Greenhouses are a cornerstone in innovative farming technology, though currently, global greenhouses only account for .6% of total vegetable production. Perhaps you’re interested in starting one of your own. As the interest in self-sustainable and innovative farming grows, it’s becoming easier and easier to start a greenhouse of your very own.

There are many kits available on the market to start making a greenhouse in your backyard, but if you’re feeling adventurous, you can even build a design of your own.

The first step before you do any building is to decide how much space you will need. Once you have done that, you’ll have to decide on the style of greenhouse you want. There are two types: attached and freestanding. Each has their benefits.

Attached greenhouses (also referred to as lean-to greenhouses) don’t require four walls and will only have one load-bearing wall in places like your house or garage. They are ideal for sites that have limited space, making them a cheaper alternative and suitable for growing herbs, seedlings, and some vegetables. However, the downside is that the amount of sunlight the plants receive is limited to the three sides of the greenhouse.

A freestanding greenhouse is more expensive to build, but the advantage is that you can place them wherever you want. Freestanding greenhouses tend to be larger than lean-to greenhouses so that more plants can fit inside. Freestanding greenhouses allow you to plant as early as January or February and keep them as late as October or November.

Once you’ve decided on the model of greenhouse you want, you need to pick a cover for it. The process of covering the gram is called glazing. The cover allows in sunlight and warmth while blocking the elements. There are three materials you can pick for glazing your greenhouse: glass, plastic, and polycarbonate. Like the gram, they each have their pros and cons.

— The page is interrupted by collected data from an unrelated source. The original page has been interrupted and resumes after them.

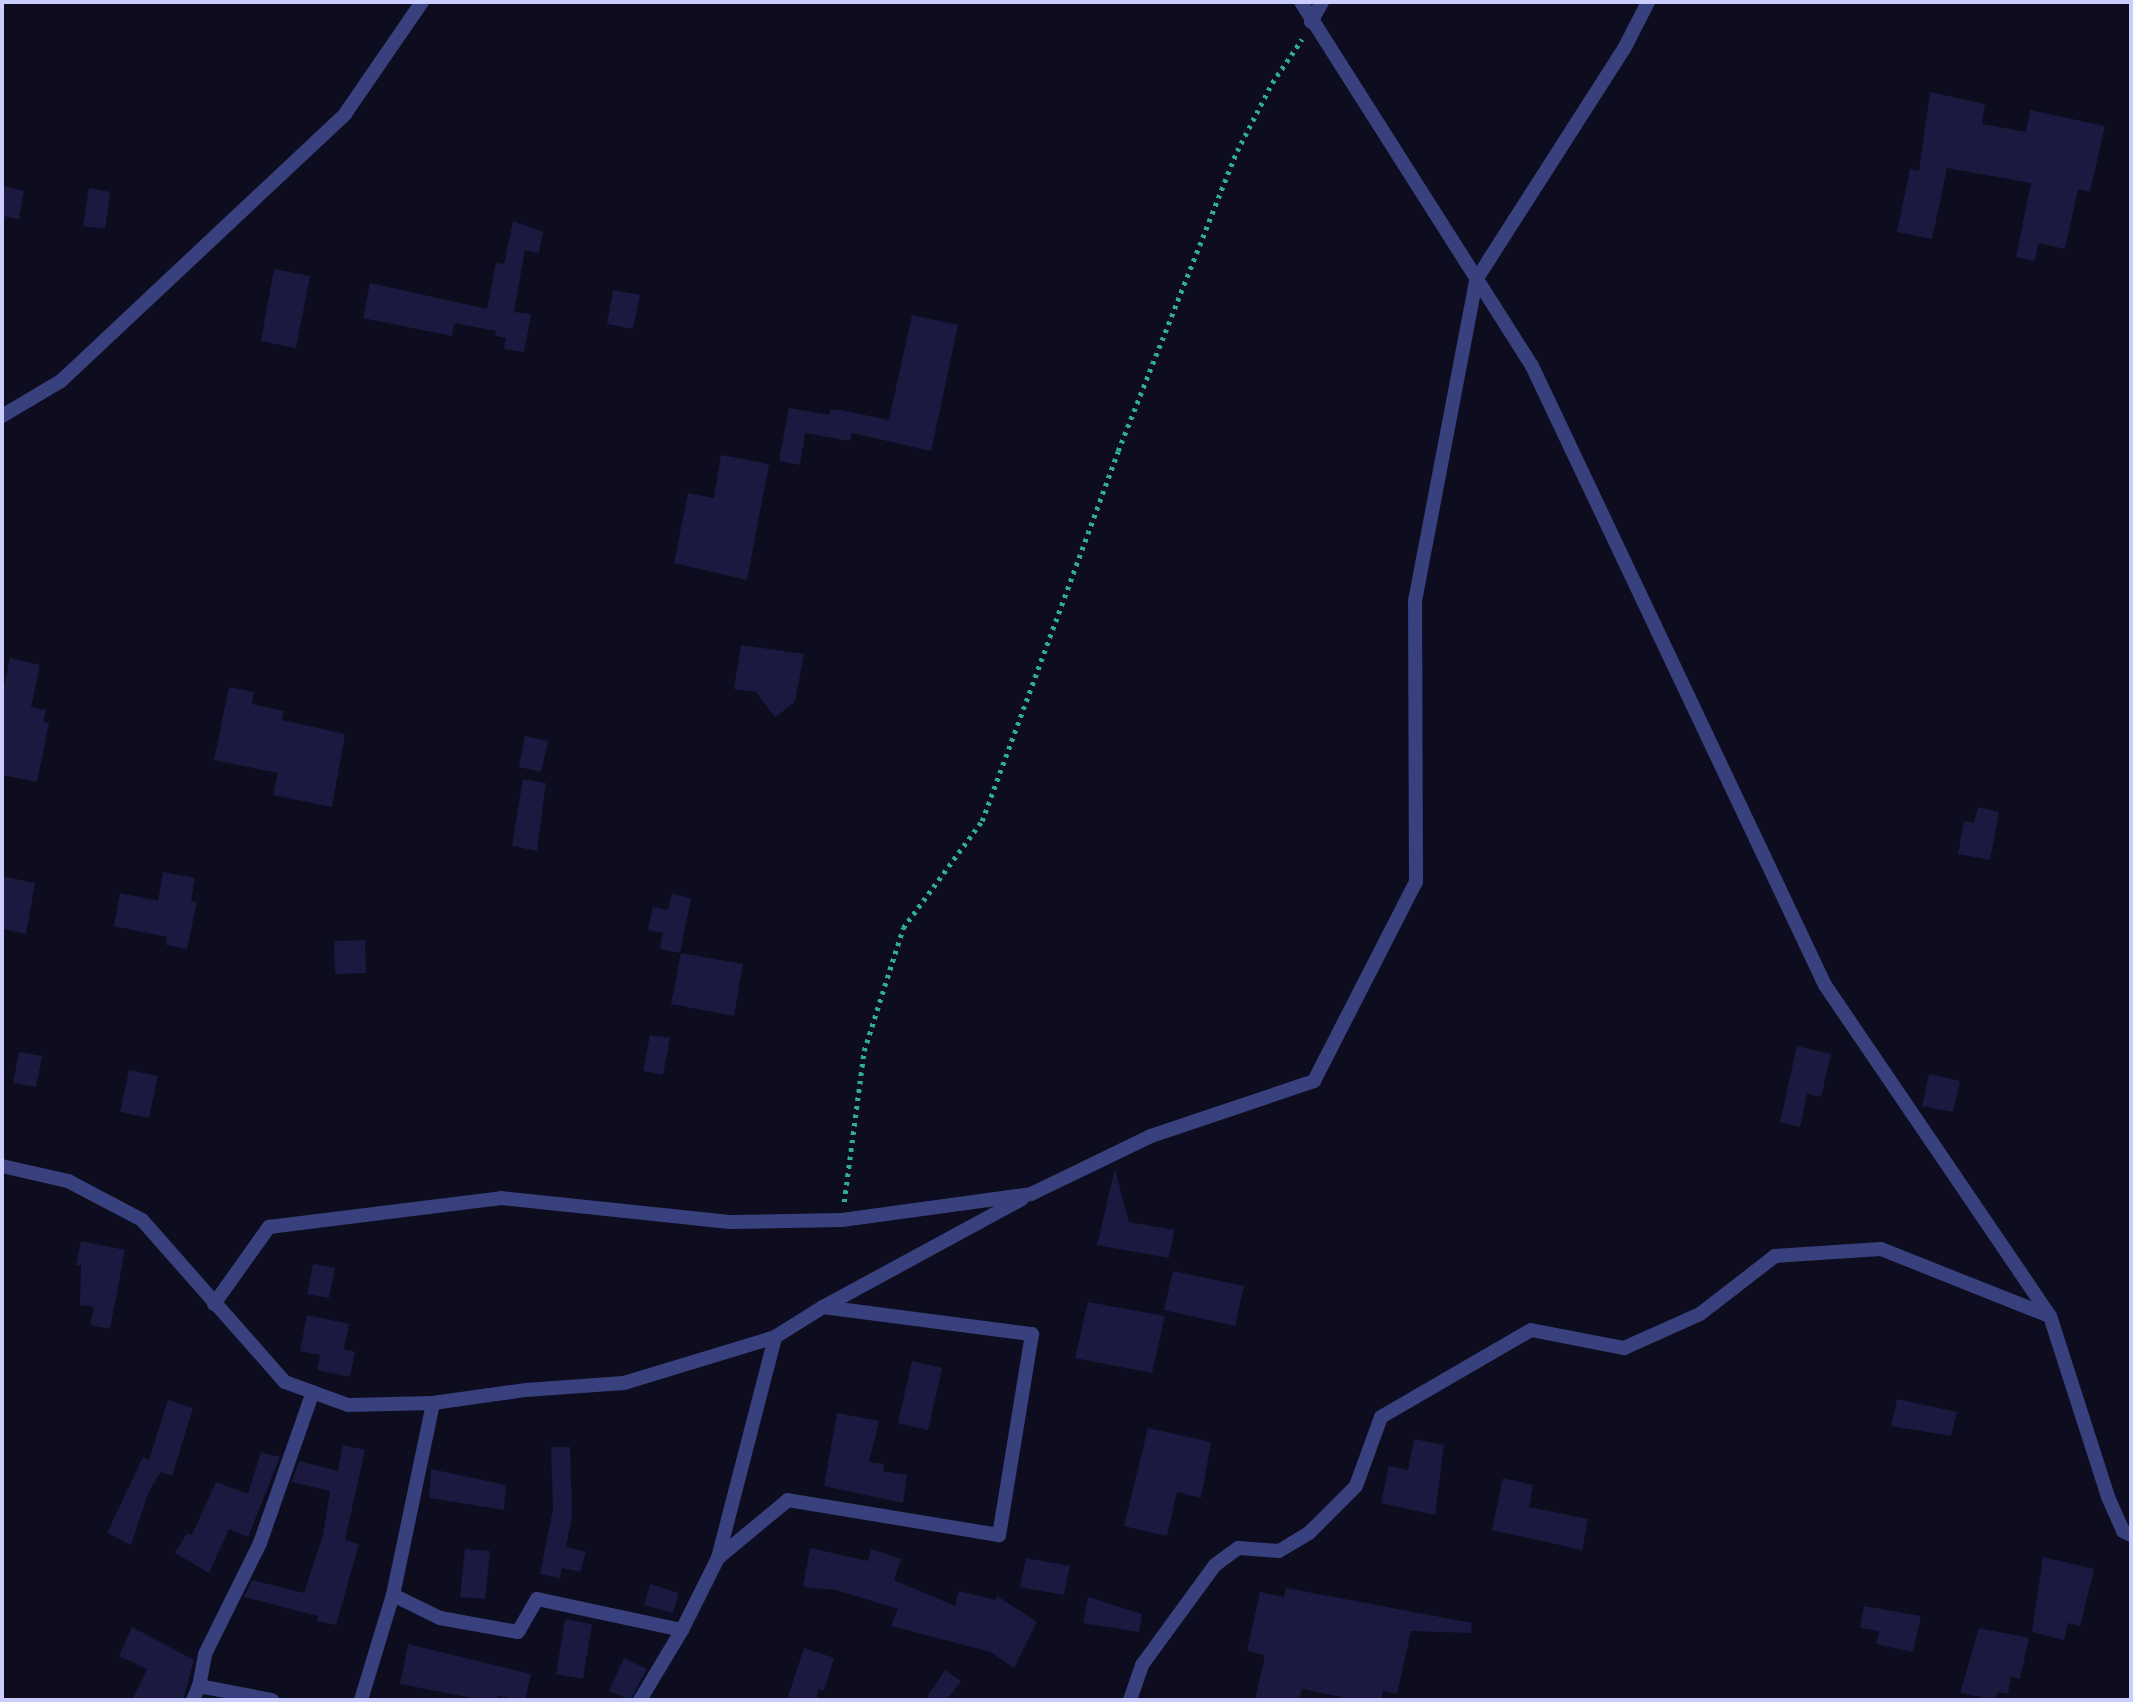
<!DOCTYPE html>
<style>
body{margin:0}
#map{position:relative;width:2133px;height:1702px;overflow:hidden;background:#0d0d1f;font-family:"Noto Sans",sans-serif}
div>[style]{position:absolute}
[style*='--x']{left:calc(var(--x)*1px);top:calc(var(--y)*1px);width:calc(var(--w)*1px);rotate:calc(var(--a)*1deg)}
.building>*{inset:0;background:#1b193f}
.path>*{height:4.5px;margin-top:-2.25px;transform-origin:0;background:repeating-linear-gradient(90deg,#2fae92 0 3.5px,transparent 0 8.5px)}
.street>*{height:14px;margin:-7px;padding:0 7px;transform-origin:7px;border-radius:7px;background:#38407d}
span{translate:-50% -50%;white-space:nowrap;text-align:center;line-height:1.15;-webkit-text-stroke:5px #0d0d1f;paint-order:stroke}
.frame{position:absolute;inset:0;border:4px solid #cbcdfe;pointer-events:none}
</style>
<div id="map">
<div class="building">
<div style="clip-path:polygon(1930px 92px,1985px 104px,1982px 124px,2026px 132px,2030px 110px,2105px 126px,2090px 192px,2078px 189px,2065px 249px,2038px 243px,2035px 261px,2016px 257px,2031px 183px,1947px 168px,1932px 239px,1897px 232px,1910px 169px,1919px 171px)"></div>
<div style="clip-path:polygon(2px 186px,24px 191px,19px 219px,2px 216px)"></div>
<div style="clip-path:polygon(89px 188px,110px 192px,105px 229px,83px 226px)"></div>
<div style="clip-path:polygon(513px 221px,543px 232px,539px 253px,525px 250px,514px 312px,531px 314px,524px 352px,504px 349px,506px 338px,495px 336px,496px 331px,454px 323px,452px 336px,363px 318px,370px 283px,487px 309px,496px 263px,504px 264px)"></div>
<div style="clip-path:polygon(274px 269px,310px 276px,296px 348px,261px 341px)"></div>
<div style="clip-path:polygon(613px 290px,640px 295px,633px 329px,607px 324px)"></div>
<div style="clip-path:polygon(912px 315px,958px 325px,931px 451px,852px 433px,850px 441px,805px 433px,800px 465px,779px 461px,789px 408px,829px 415px,830px 410px,840px 410px,889px 420px)"></div>
<div style="clip-path:polygon(721px 455px,769px 464px,747px 580px,674px 563px,688px 493px,714px 498px)"></div>
<div style="clip-path:polygon(741px 645px,804px 654px,795px 702px,775px 717px,756px 692px,734px 689px)"></div>
<div style="clip-path:polygon(10px 658px,40px 665px,31px 707px,46px 710px,43px 722px,49px 723px,37px 782px,2px 775px,2px 695px)"></div>
<div style="clip-path:polygon(229px 687px,254px 692px,252px 704px,284px 711px,282px 720px,345px 734px,332px 807px,273px 795px,278px 773px,214px 760px)"></div>
<div style="clip-path:polygon(525px 736px,548px 741px,541px 772px,519px 767px)"></div>
<div style="clip-path:polygon(523px 779px,546px 783px,537px 851px,512px 846px)"></div>
<div style="clip-path:polygon(1978px 807px,1999px 812px,1990px 860px,1958px 854px,1964px 821px,1974px 823px)"></div>
<div style="clip-path:polygon(163px 872px,195px 878px,191px 901px,197px 902px,187px 949px,166px 945px,167px 937px,114px 926px,120px 893px,158px 901px)"></div>
<div style="clip-path:polygon(2px 876px,35px 883px,26px 934px,2px 929px)"></div>
<div style="clip-path:polygon(672px 894px,691px 898px,680px 953px,660px 949px,663px 933px,648px 930px,653px 907px,668px 910px)"></div>
<div style="clip-path:polygon(365px 940px,366px 973px,335px 974px,334px 941px)"></div>
<div style="clip-path:polygon(681px 953px,743px 964px,734px 1016px,671px 1004px)"></div>
<div style="clip-path:polygon(650px 1035px,670px 1038px,663px 1075px,643px 1071px)"></div>
<div style="clip-path:polygon(1797px 1046px,1831px 1054px,1821px 1097px,1807px 1094px,1800px 1127px,1780px 1122px)"></div>
<div style="clip-path:polygon(19px 1052px,42px 1056px,36px 1087px,13px 1083px)"></div>
<div style="clip-path:polygon(129px 1070px,158px 1076px,149px 1118px,120px 1112px)"></div>
<div style="clip-path:polygon(1929px 1074px,1960px 1081px,1953px 1112px,1922px 1106px)"></div>
<div style="clip-path:polygon(1115px 1169px,1129px 1222px,1174px 1230px,1169px 1258px,1097px 1245px)"></div>
<div style="clip-path:polygon(81px 1241px,125px 1250px,110px 1329px,90px 1325px,94px 1307px,80px 1305px,81px 1265px,76px 1265px)"></div>
<div style="clip-path:polygon(313px 1264px,335px 1268px,329px 1298px,307px 1294px)"></div>
<div style="clip-path:polygon(1173px 1271px,1244px 1286px,1235px 1326px,1164px 1310px)"></div>
<div style="clip-path:polygon(1088px 1302px,1165px 1316px,1152px 1373px,1075px 1358px)"></div>
<div style="clip-path:polygon(307px 1315px,349px 1324px,344px 1349px,355px 1352px,350px 1377px,317px 1370px,320px 1355px,300px 1351px)"></div>
<div style="clip-path:polygon(912px 1361px,942px 1368px,928px 1430px,898px 1423px)"></div>
<div style="clip-path:polygon(1897px 1399px,1957px 1412px,1951px 1436px,1891px 1426px)"></div>
<div style="clip-path:polygon(168px 1400px,193px 1408px,172px 1476px,161px 1472px,149px 1491px,131px 1545px,107px 1533px,143px 1457px,149px 1460px)"></div>
<div style="clip-path:polygon(837px 1413px,879px 1421px,869px 1462px,884px 1464px,883px 1471px,907px 1475px,903px 1503px,824px 1486px)"></div>
<div style="clip-path:polygon(1148px 1428px,1211px 1442px,1201px 1498px,1177px 1492px,1167px 1536px,1124px 1526px)"></div>
<div style="clip-path:polygon(1414px 1439px,1444px 1445px,1435px 1515px,1381px 1503px,1389px 1466px,1408px 1470px)"></div>
<div style="clip-path:polygon(343px 1445px,365px 1450px,345px 1540px,359px 1544px,336px 1625px,317px 1621px,318px 1616px,244px 1597px,252px 1580px,304px 1593px,323px 1535px,330px 1491px,292px 1482px,299px 1461px,338px 1471px)"></div>
<div style="clip-path:polygon(551px 1447px,570px 1447px,572px 1515px,566px 1547px,586px 1552px,580px 1572px,562px 1568px,560px 1578px,540px 1574px,553px 1509px)"></div>
<div style="clip-path:polygon(261px 1452px,280px 1457px,248px 1537px,229px 1529px,209px 1573px,175px 1553px,187px 1533px,192px 1535px,216px 1482px,248px 1494px)"></div>
<div style="clip-path:polygon(431px 1469px,506px 1485px,504px 1510px,429px 1498px)"></div>
<div style="clip-path:polygon(1503px 1478px,1533px 1485px,1529px 1507px,1588px 1519px,1582px 1550px,1492px 1530px)"></div>
<div style="clip-path:polygon(810px 1548px,868px 1561px,871px 1549px,901px 1559px,894px 1580px,955px 1606px,959px 1591px,995px 1600px,997px 1596px,1037px 1622px,1014px 1668px,991px 1652px,891px 1626px,898px 1609px,836px 1590px,803px 1587px)"></div>
<div style="clip-path:polygon(465px 1549px,490px 1551px,485px 1599px,460px 1597px)"></div>
<div style="clip-path:polygon(2043px 1557px,2094px 1569px,2080px 1626px,2068px 1623px,2064px 1640px,2032px 1632px)"></div>
<div style="clip-path:polygon(1026px 1558px,1070px 1566px,1064px 1595px,1020px 1587px)"></div>
<div style="clip-path:polygon(650px 1584px,679px 1593px,673px 1613px,644px 1605px)"></div>
<div style="clip-path:polygon(1286px 1588px,1472px 1623px,1471px 1633px,1411px 1631px,1397px 1694px,1383px 1691px,1381px 1700px,1356px 1700px,1302px 1689px,1299px 1700px,1255px 1700px,1265px 1655px,1247px 1651px,1260px 1592px,1284px 1597px)"></div>
<div style="clip-path:polygon(1088px 1597px,1142px 1614px,1139px 1632px,1083px 1623px)"></div>
<div style="clip-path:polygon(1864px 1606px,1921px 1616px,1913px 1652px,1876px 1644px,1879px 1631px,1860px 1628px)"></div>
<div style="clip-path:polygon(565px 1619px,592px 1624px,583px 1679px,556px 1674px)"></div>
<div style="clip-path:polygon(132px 1627px,194px 1660px,183px 1700px,132px 1700px,147px 1669px,119px 1656px)"></div>
<div style="clip-path:polygon(1979px 1628px,2029px 1638px,2020px 1679px,2011px 1677px,2008px 1694px,1997px 1692px,1996px 1700px,1960px 1693px)"></div>
<div style="clip-path:polygon(408px 1644px,531px 1674px,525px 1700px,498px 1696px,497px 1700px,483px 1700px,400px 1684px)"></div>
<div style="clip-path:polygon(804px 1648px,834px 1658px,824px 1691px,818px 1689px,817px 1700px,787px 1700px)"></div>
<div style="clip-path:polygon(624px 1658px,647px 1669px,630px 1700px,609px 1691px)"></div>
<div style="clip-path:polygon(945px 1670px,961px 1681px,947px 1700px,925px 1700px)"></div>
</div>
<div class="path">
<div style="--x:844;--y:1202;--w:152;--a:-82.5"></div>
<div style="--x:864;--y:1051;--w:129;--a:-72.4"></div>
<div style="--x:903;--y:928;--w:133;--a:-53.6"></div>
<div style="--x:982;--y:821;--w:394;--a:-69.8"></div>
<div style="--x:1118;--y:451;--w:323;--a:-68.4"></div>
<div style="--x:1237;--y:151;--w:76;--a:-62.8"></div>
<div style="--x:1272;--y:83;--w:53;--a:-55.7"></div>
</div>
<div class="street">
<div style="--x:1301;--y:2;--w:431;--a:57.6"></div>
<div style="--x:1532;--y:366;--w:685;--a:64.67"></div>
<div style="--x:1825;--y:985;--w:400;--a:55.8"></div>
<div style="--x:2050;--y:1316;--w:190;--a:72.2"></div>
<div style="--x:2108;--y:1497;--w:37;--a:66"></div>
<div style="--x:2123;--y:1531;--w:9;--a:27"></div>
<div style="--x:1311;--y:22;--w:23;--a:-61"></div>
<div style="--x:2;--y:416;--w:69;--a:-30.7"></div>
<div style="--x:61;--y:381;--w:390;--a:-43.2"></div>
<div style="--x:345;--y:114;--w:136;--a:-55.5"></div>
<div style="--x:2;--y:1166;--w:68;--a:12.8"></div>
<div style="--x:68;--y:1181;--w:84;--a:27.8"></div>
<div style="--x:142;--y:1220;--w:216;--a:48.6"></div>
<div style="--x:285;--y:1382;--w:67;--a:20.1"></div>
<div style="--x:348;--y:1405;--w:85;--a:-1.3"></div>
<div style="--x:433;--y:1403;--w:94;--a:-8"></div>
<div style="--x:526;--y:1390;--w:98;--a:-4.1"></div>
<div style="--x:624;--y:1383;--w:158;--a:-16.9"></div>
<div style="--x:775;--y:1337;--w:57;--a:-32"></div>
<div style="--x:823;--y:1307;--w:211;--a:7.4"></div>
<div style="--x:1032;--y:1334;--w:204;--a:99.3"></div>
<div style="--x:999;--y:1535;--w:214;--a:-170.6"></div>
<div style="--x:788;--y:1500;--w:91;--a:140.4"></div>
<div style="--x:214;--y:1304;--w:95;--a:-54.5"></div>
<div style="--x:269;--y:1227;--w:234;--a:-7.1"></div>
<div style="--x:501;--y:1198;--w:230;--a:6"></div>
<div style="--x:730;--y:1222;--w:112;--a:-1"></div>
<div style="--x:842;--y:1220;--w:191;--a:-7.8"></div>
<div style="--x:1031;--y:1194;--w:133;--a:-25.8"></div>
<div style="--x:1151;--y:1136;--w:172;--a:-18.6"></div>
<div style="--x:1314;--y:1081;--w:224;--a:-62.9"></div>
<div style="--x:1416;--y:882;--w:281;--a:-90.2"></div>
<div style="--x:1415;--y:601;--w:327;--a:-79.2"></div>
<div style="--x:1476;--y:280;--w:274;--a:-57.4"></div>
<div style="--x:1624;--y:49;--w:53;--a:-62.9"></div>
<div style="--x:823;--y:1307;--w:226;--a:-28.5"></div>
<div style="--x:393;--y:1595;--w:52;--a:26.1"></div>
<div style="--x:440;--y:1618;--w:79;--a:10.2"></div>
<div style="--x:518;--y:1632;--w:38;--a:-60"></div>
<div style="--x:537;--y:1599;--w:148;--a:12.1"></div>
<div style="--x:682;--y:1630;--w:80;--a:-63.4"></div>
<div style="--x:718;--y:1558;--w:228;--a:-75.5"></div>
<div style="--x:193;--y:1700;--w:15;--a:-67"></div>
<div style="--x:272;--y:1700;--w:74;--a:-169.1"></div>
<div style="--x:199;--y:1686;--w:33;--a:-79"></div>
<div style="--x:205;--y:1654;--w:124;--a:-63.6"></div>
<div style="--x:260;--y:1543;--w:160;--a:-70.7"></div>
<div style="--x:361;--y:1700;--w:110;--a:-73.1"></div>
<div style="--x:393;--y:1595;--w:196;--a:-78.2"></div>
<div style="--x:640;--y:1700;--w:82;--a:-59"></div>
<div style="--x:1130;--y:1700;--w:37;--a:-71"></div>
<div style="--x:1142;--y:1665;--w:124;--a:-53.9"></div>
<div style="--x:1215;--y:1565;--w:29;--a:-36"></div>
<div style="--x:1238;--y:1548;--w:41;--a:4.2"></div>
<div style="--x:1279;--y:1551;--w:35;--a:-31"></div>
<div style="--x:1309;--y:1533;--w:66;--a:-45"></div>
<div style="--x:1356;--y:1486;--w:73;--a:-70.1"></div>
<div style="--x:1381;--y:1417;--w:173;--a:-30.1"></div>
<div style="--x:1531;--y:1330;--w:95;--a:11"></div>
<div style="--x:1624;--y:1348;--w:83;--a:-24.1"></div>
<div style="--x:1700;--y:1314;--w:95;--a:-37.7"></div>
<div style="--x:1775;--y:1256;--w:106;--a:-3.8"></div>
<div style="--x:1881;--y:1249;--w:181;--a:21.7"></div>
</div>
<div class="frame"></div>
</div>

Glass is considered one of the best materials for glazing but is very expensive. Plastic is inexpensive and works well but deteriorates quickly. Polycarbonate is an excellent middle ground, as it is cheaper than glass, lightweight holds heat in better than either material, is useful for flat or bent surfaces, conducts heat and light well, and is very durable.

When deciding where you want to build your greenhouse, look for a level area with adequate drainage and the most sunlight (try for at least 6 hours of direct sunlight during the winter). Avoid planting near coniferous trees as they cast long shadows during the winter.

Once you have your greenhouse built, the next question you need to ask yourself is what should you plant? Katif studied the percentage of produce that different countries who use protected horticulture (or greenhouses/nurseries) and found that tomatoes were the number one crop for greenhouses around the globe. Other produce that was popular and easy to grow using innovative farming methods included cucumbers, capsicum, cucumbers, lettuce, herbs, and strawberries.

You don’t have to limit yourself to these products. There is a vast variety of produce you can grow in the comfort of your yard. Ginseng, mushrooms, citrus fruits, and peppers are just the beginning of a long list of foods that can easily be grown and harvested in a greenhouse.